Hibernia Reports First-Quarter Earnings of $85.8 Million, EPS Assuming

Hibernia Reports First-Quarter Earnings of $85.8 Million, EPS Assuming Dilution of $0.54


    Business Editors

    NEW ORLEANS--(BUSINESS WIRE)--April 14, 2005--Hibernia Corporation (NYSE:HIB) today reported first-quarter 2005 net income of $85.8 million, up 30% from $66.0 million a year earlier. Earnings per common share (EPS) and EPS assuming dilution were $0.56 and $0.54, respectively, up 30% and 29% from $0.43 and $0.42 a year earlier.
    First-quarter 2005 results include a $14.4 million gain from the sale of an energy asset that had been reclassified in 2003 from the private-equity portfolio to other foreclosed assets and a $3.9 million gain from the merger of the PULSE and Discover networks. These gains totaled $0.08 per diluted share after tax. Results for the first quarter also include $5.0 million in professional fees associated with the pending acquisition of Hibernia by Capital One Financial Corporation. These expenses had an impact of $0.02 per diluted share after tax. First-quarter 2005 results include the impact of Hibernia's merger with Coastal Bancorp, Inc., parent of a $2.7-billion-asset Texas savings bank, which became effective May 13, 2004.
    During the first quarter, Hibernia Corporation and Capital One Financial Corporation announced a definitive agreement under which Capital One will acquire Hibernia in a stock and cash transaction, which is subject to regulatory and Hibernia shareholder approval.
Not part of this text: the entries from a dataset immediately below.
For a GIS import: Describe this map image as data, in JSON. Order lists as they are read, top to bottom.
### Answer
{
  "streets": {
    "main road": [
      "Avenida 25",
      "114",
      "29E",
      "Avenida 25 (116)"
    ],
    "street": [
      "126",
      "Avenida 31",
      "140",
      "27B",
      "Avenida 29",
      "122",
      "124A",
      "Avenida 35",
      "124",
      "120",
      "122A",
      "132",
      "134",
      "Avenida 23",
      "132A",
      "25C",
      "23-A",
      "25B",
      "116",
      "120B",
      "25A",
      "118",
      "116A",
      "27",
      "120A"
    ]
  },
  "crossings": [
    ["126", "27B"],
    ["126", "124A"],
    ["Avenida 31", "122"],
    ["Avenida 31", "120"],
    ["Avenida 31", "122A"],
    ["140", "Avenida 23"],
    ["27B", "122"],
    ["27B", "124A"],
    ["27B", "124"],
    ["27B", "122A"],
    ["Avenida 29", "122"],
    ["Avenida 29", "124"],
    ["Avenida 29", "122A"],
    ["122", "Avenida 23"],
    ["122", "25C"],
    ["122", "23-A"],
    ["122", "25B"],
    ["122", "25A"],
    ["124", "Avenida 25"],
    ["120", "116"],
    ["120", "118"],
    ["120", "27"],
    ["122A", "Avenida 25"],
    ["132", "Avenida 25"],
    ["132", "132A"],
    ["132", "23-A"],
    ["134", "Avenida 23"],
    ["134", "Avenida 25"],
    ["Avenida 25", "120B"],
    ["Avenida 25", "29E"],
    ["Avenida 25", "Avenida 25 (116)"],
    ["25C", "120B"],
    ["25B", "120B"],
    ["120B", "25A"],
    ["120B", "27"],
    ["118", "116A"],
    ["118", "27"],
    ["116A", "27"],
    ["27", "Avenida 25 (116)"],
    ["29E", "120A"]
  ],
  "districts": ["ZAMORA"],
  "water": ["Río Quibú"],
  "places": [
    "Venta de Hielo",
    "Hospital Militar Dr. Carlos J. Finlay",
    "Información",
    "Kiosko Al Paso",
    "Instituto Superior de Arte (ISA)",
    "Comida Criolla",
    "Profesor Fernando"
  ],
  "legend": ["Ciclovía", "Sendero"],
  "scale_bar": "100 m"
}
Because the acquisition is expected to close in the third quarter, Hibernia's previous financial guidance for full-year 2005 is no longer applicable, and Hibernia will refrain from providing earnings guidance while the transaction is pending.
    "Hibernia had another solid quarter," said President and CEO Herb Boydstun. "We continue to benefit from our broad product mix and first-rate distribution system. Our asset quality and capital position remain strong. The Texas expansion program gained further momentum in the first quarter with the opening of five more locations in high-growth markets of Dallas-Fort Worth and Houston.
    "We are enthusiastic about the Capital One transaction," Boydstun added. "We believe the combined scale of Capital One and Hibernia following the closing will open new opportunities for profitable growth by enabling us to share the best of each of our businesses. We think our customers, employees, shareholders and communities will benefit from the earnings power, growth potential and resources of Capital One, which has a nationally known brand and 48 million customer accounts."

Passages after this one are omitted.